Only the total should be returned: the number of lines in the data that hold the string "further".

Segment Start: DATASET CONTENT

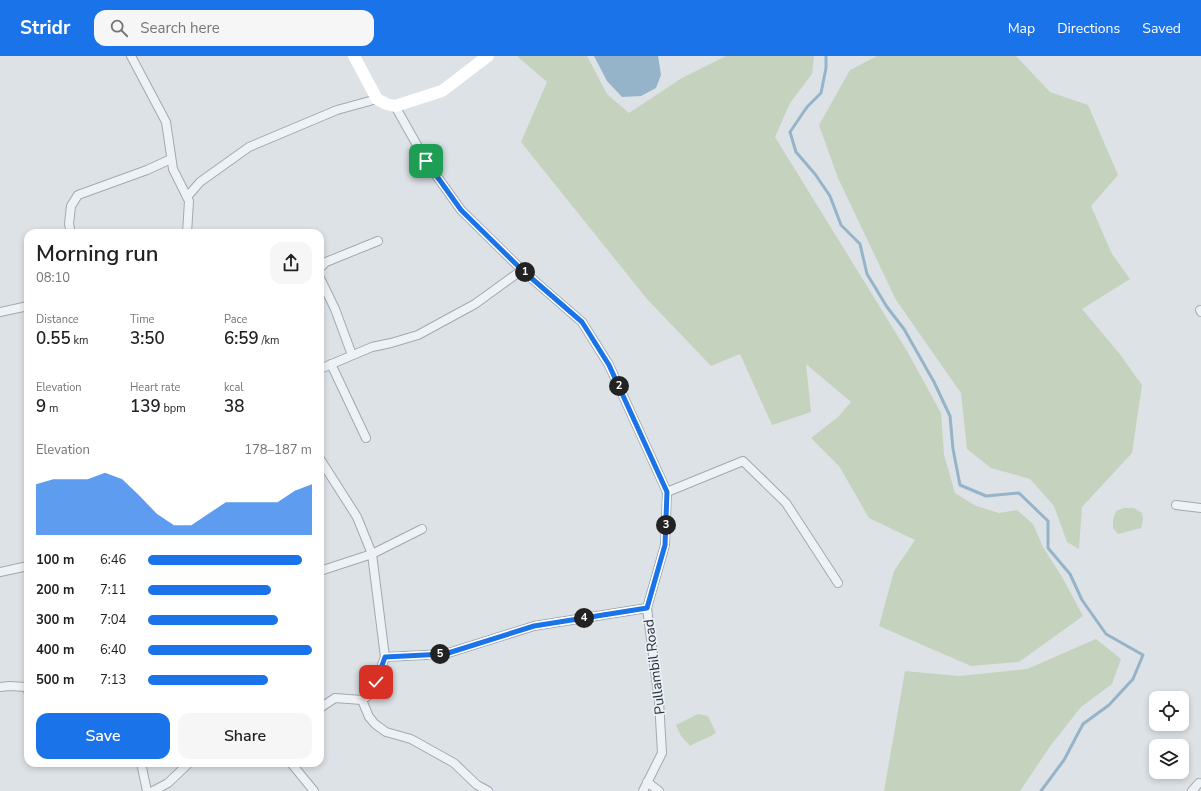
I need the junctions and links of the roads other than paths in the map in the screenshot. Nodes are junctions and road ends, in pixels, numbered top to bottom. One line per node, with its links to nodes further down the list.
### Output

Segment End: DATASET CONTENT
Segment Start: DATASET CONTENT

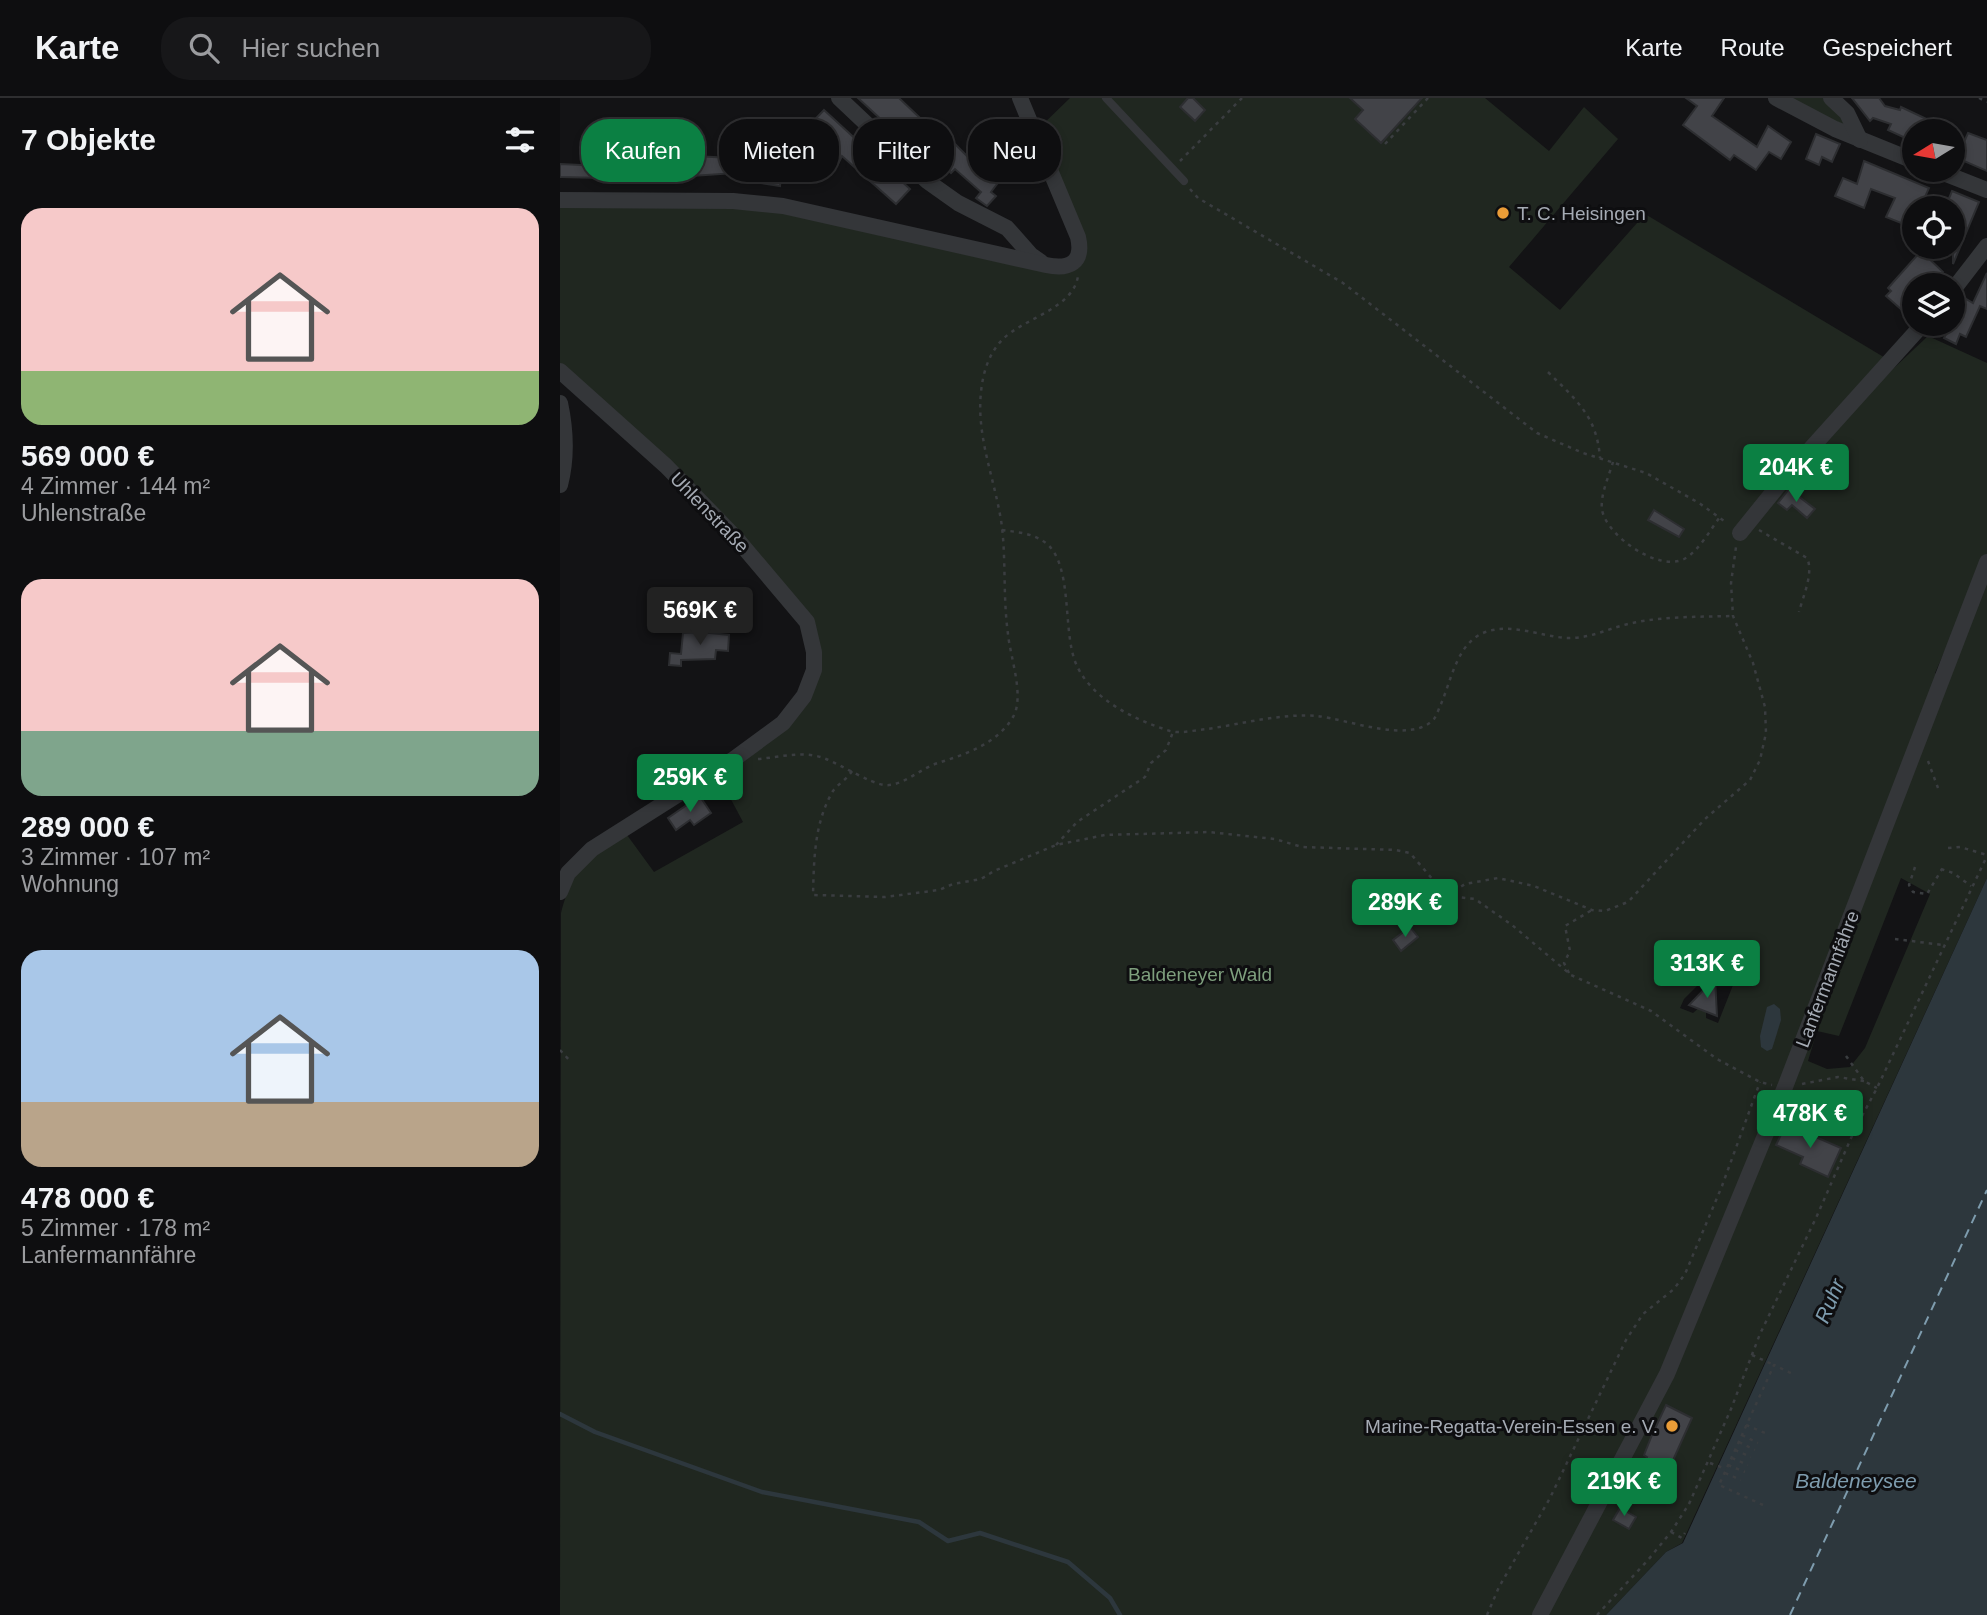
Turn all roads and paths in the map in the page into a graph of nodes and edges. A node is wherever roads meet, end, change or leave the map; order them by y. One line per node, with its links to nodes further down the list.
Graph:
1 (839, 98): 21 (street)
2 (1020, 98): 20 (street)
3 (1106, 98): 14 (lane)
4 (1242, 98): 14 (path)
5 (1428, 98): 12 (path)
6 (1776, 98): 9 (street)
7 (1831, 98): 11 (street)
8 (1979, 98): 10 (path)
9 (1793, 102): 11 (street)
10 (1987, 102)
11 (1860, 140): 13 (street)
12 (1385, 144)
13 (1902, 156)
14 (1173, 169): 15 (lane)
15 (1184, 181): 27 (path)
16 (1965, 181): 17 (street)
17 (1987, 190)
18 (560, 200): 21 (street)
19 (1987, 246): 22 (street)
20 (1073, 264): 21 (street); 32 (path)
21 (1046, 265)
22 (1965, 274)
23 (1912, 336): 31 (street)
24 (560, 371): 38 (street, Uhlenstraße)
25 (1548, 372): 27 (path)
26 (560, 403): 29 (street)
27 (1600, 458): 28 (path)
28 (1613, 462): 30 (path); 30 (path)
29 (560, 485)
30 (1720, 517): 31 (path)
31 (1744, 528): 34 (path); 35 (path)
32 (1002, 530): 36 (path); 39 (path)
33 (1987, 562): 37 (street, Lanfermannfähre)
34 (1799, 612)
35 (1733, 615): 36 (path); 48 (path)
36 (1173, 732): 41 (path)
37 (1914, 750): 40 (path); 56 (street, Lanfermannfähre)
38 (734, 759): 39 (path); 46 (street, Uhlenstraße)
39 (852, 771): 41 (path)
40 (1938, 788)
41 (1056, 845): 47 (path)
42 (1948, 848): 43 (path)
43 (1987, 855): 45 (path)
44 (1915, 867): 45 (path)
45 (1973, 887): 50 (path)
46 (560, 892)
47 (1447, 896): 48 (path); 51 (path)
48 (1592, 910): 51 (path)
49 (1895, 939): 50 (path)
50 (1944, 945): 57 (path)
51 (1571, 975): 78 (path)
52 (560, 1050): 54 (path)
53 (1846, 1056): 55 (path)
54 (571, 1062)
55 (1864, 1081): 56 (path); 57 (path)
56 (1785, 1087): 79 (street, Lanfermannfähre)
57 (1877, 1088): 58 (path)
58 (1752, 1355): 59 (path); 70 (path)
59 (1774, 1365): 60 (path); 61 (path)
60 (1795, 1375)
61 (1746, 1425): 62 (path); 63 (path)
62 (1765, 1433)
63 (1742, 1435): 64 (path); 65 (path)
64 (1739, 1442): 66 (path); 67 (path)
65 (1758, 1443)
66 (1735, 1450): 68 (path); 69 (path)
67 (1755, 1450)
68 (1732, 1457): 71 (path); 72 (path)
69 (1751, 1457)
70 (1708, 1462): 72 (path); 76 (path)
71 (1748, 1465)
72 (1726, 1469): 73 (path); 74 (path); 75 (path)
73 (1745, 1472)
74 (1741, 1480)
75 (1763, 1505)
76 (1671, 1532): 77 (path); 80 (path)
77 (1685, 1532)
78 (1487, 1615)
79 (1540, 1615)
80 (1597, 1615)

Segment End: DATASET CONTENT

→ PROBLEM SOLUTION:
2